**Exercise description:**
Copy each line of the entries below that contains the string "Pista".

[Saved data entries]
-=-=-
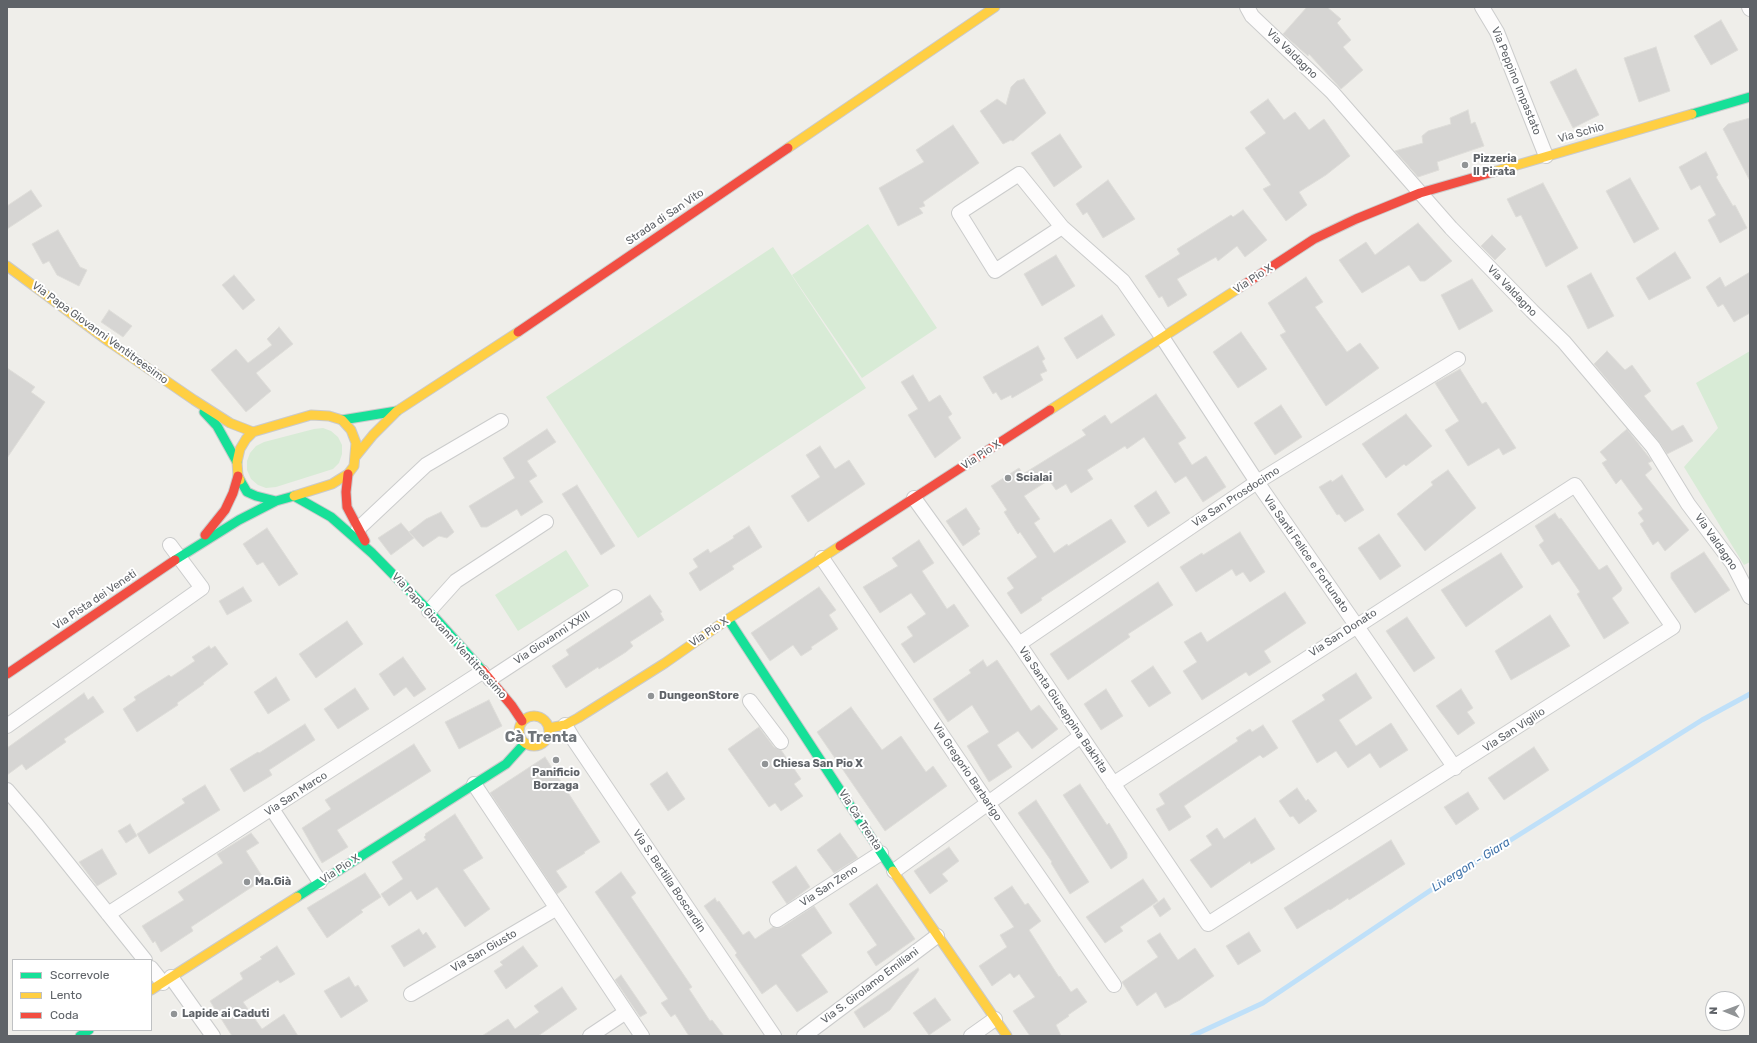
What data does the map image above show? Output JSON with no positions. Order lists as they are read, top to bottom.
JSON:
{
  "streets": {
    "street": [
      "Via Valdagno",
      "Via Peppino Impastato",
      "Via Schio",
      "Strada di San Vito",
      "Via Pio X",
      "Via Papa Giovanni Ventitreesimo",
      "Via San Prosdocimo",
      "Via Santi Felice e Fortunato",
      "Via Pista dei Veneti",
      "Via San Donato",
      "Via Giovanni XXIII",
      "Via Santa Giuseppina Bakhita",
      "Via San Vigilio",
      "Via Gregorio Barbarigo",
      "Via San Marco",
      "Via Ca' Trenta",
      "Via S. Bertilla Boscardin",
      "Via San Zeno",
      "Via San Giusto",
      "Via S. Girolamo Emiliani"
    ]
  },
  "crossings": [
    ["Via Valdagno", "Via Schio"],
    ["Via Valdagno", "Via Pio X"],
    ["Via Peppino Impastato", "Via Schio"],
    ["Via Schio", "Via Pio X"],
    ["Strada di San Vito", "Via Papa Giovanni Ventitreesimo"],
    ["Strada di San Vito", "Via Pista dei Veneti"],
    ["Via Pio X", "Via Papa Giovanni Ventitreesimo"],
    ["Via Pio X", "Via Santi Felice e Fortunato"],
    ["Via Pio X", "Via Santa Giuseppina Bakhita"],
    ["Via Pio X", "Via Gregorio Barbarigo"],
    ["Via Pio X", "Via Ca' Trenta"],
    ["Via Pio X", "Via S. Bertilla Boscardin"],
    ["Via Papa Giovanni Ventitreesimo", "Via Pista dei Veneti"],
    ["Via Papa Giovanni Ventitreesimo", "Via Giovanni XXIII"],
    ["Via Papa Giovanni Ventitreesimo", "Via San Marco"],
    ["Via San Prosdocimo", "Via Santi Felice e Fortunato"],
    ["Via San Prosdocimo", "Via Santa Giuseppina Bakhita"],
    ["Via Santi Felice e Fortunato", "Via San Donato"],
    ["Via Santi Felice e Fortunato", "Via San Vigilio"],
    ["Via San Donato", "Via Santa Giuseppina Bakhita"],
    ["Via San Donato", "Via San Vigilio"],
    ["Via Giovanni XXIII", "Via San Marco"],
    ["Via Santa Giuseppina Bakhita", "Via San Vigilio"],
    ["Via Ca' Trenta", "Via San Zeno"],
    ["Via Ca' Trenta", "Via S. Girolamo Emiliani"]
  ],
  "districts": ["Cà Trenta"],
  "water": ["Livergon - Giara"],
  "places": [
    "Pizzeria Il Pirata",
    "Scialai",
    "DungeonStore",
    "Panificio Borzaga",
    "Chiesa San Pio X",
    "Ma.Già",
    "Lapide ai Caduti"
  ],
  "legend": ["Scorrevole", "Lento", "Coda"],
  "north": "left"
}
-=-=-
**Answer to this problem:**
      "Via Pista dei Veneti",
    ["Strada di San Vito", "Via Pista dei Veneti"],
    ["Via Papa Giovanni Ventitreesimo", "Via Pista dei Veneti"],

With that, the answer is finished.